Applicable Scenarios

  1. Cross-Lingual SER Systems: Particularly suitable for emotion recognition systems requiring deployment across different language environments
  2. Multi-Domain Applications: Appropriate for SER applications requiring fairness maintenance across multiple data domains
  3. Fairness-Sensitive Scenarios: Such as medical health, educational assessment and other application domains with high fairness requirements

References

The paper cites 21 relevant references covering multiple related fields including SER, fairness, and transfer learning, providing solid theoretical foundation for the research.

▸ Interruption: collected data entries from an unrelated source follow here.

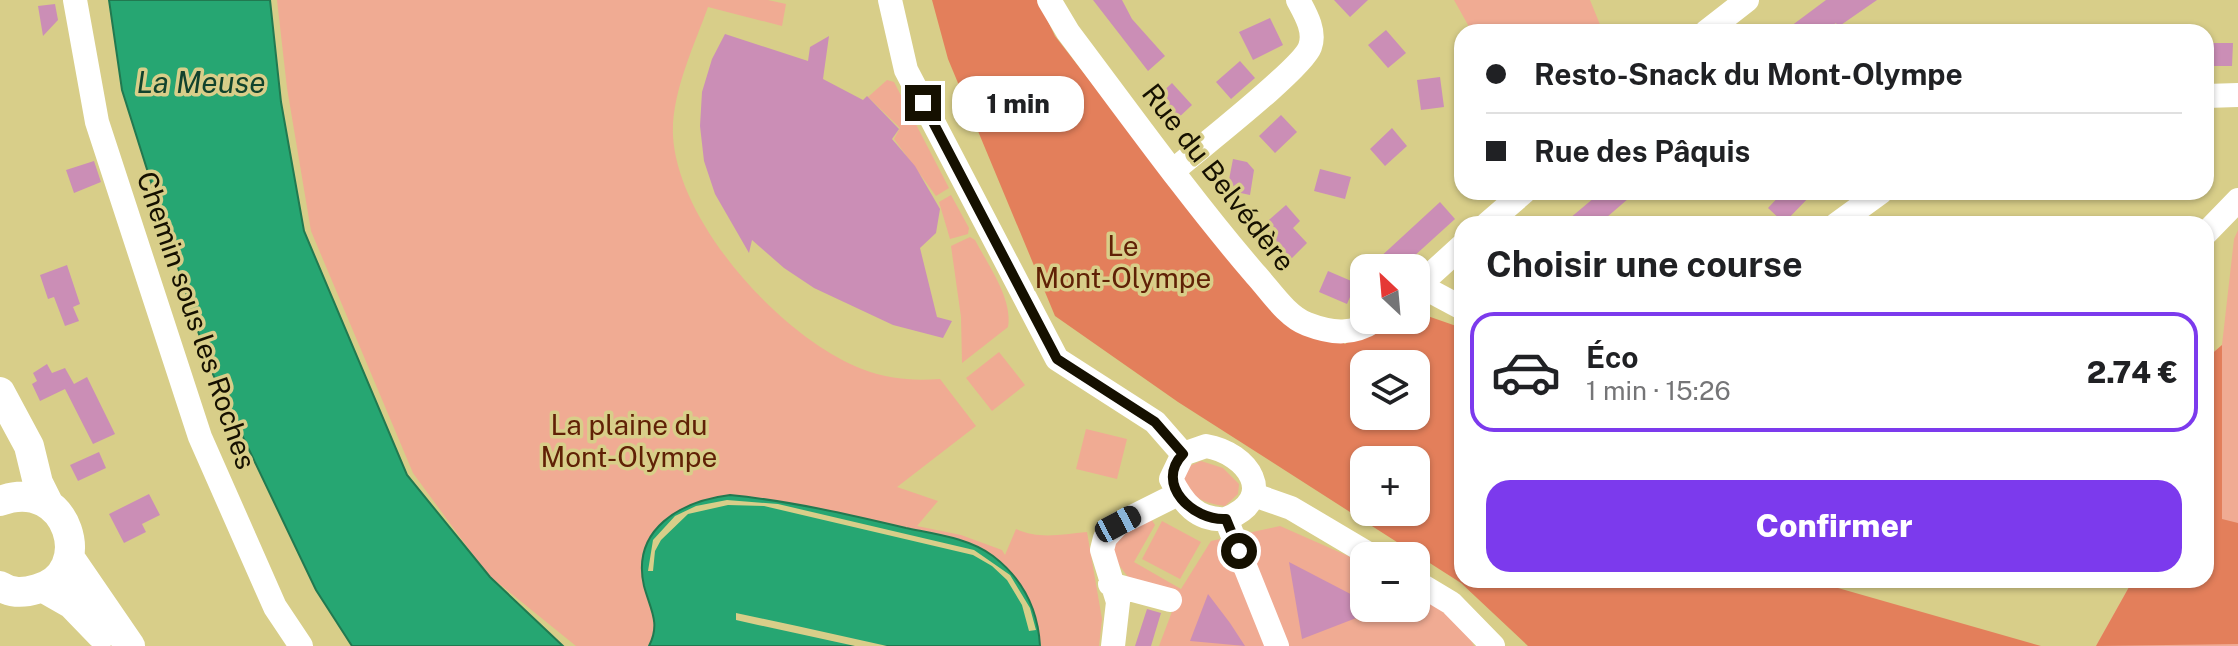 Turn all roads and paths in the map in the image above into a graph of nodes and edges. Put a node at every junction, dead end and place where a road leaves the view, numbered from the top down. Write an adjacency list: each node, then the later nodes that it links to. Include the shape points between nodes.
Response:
1 (75, 0): 37 (street, Chemin sous les Roches, via 97,122 200,437 275,607)
2 (890, 0): 22 (street, via 906,70 1057,359 1155,422)
3 (1049, 0): 9 (street, Rue du Belvédère)
4 (1298, 0): 9 (street, via 1312,28 1310,47 1293,68)
5 (1747, 0): 6 (street)
6 (1716, 24)
7 (2238, 95): 8 (street)
8 (2214, 96)
9 (1173, 171): 20 (street, Rue du Belvédère, via 1284,307 1305,324)
10 (1515, 200): 13 (street)
11 (1870, 200): 14 (street)
12 (2238, 200): 15 (street)
13 (1496, 216)
14 (1848, 216)
15 (2214, 225)
16 (1454, 253): 17 (street)
17 (1430, 274)
18 (1430, 292): 19 (street)
19 (1454, 304)
20 (1350, 333)
21 (3, 398): 25 (main road, via 23,469); 26 (main road, via 29,446)
22 (1183, 454): 23 (street, via 1171,479); 24 (street, via 1206,446 1233,455 1252,476)
23 (1178, 494): 27 (street, via 1197,514); 30 (street, via 1118,524 1105,538 1102,550)
24 (1254, 495): 27 (street, via 1243,510); 28 (street, via 1291,508)
25 (6, 499): 26 (main road, via 33,497)
26 (48, 503): 29 (main road, via 67,526)
27 (1226, 519): 39 (street)
28 (1350, 543)
29 (69, 557): 32 (main road, via 59,576); 36 (main road)
30 (1110, 584): 34 (street); 38 (street, via 1118,602)
31 (0, 586): 32 (main road, via 23,593)
32 (44, 588): 35 (main road, via 72,604)
33 (1430, 590): 40 (street, via 1451,603)
34 (1170, 600)
35 (110, 646)
36 (130, 646)
37 (301, 646)
38 (1113, 646)
39 (1277, 646)
40 (1493, 646)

Overall Assessment: This is a pioneering work in SER fairness research that systematically investigates fairness generalization in cross-corpus scenarios for the first time. The proposed CFA method demonstrates certain technical innovations, and experimental validation is relatively comprehensive. Despite some limitations, it provides important foundation and directional guidance for field development.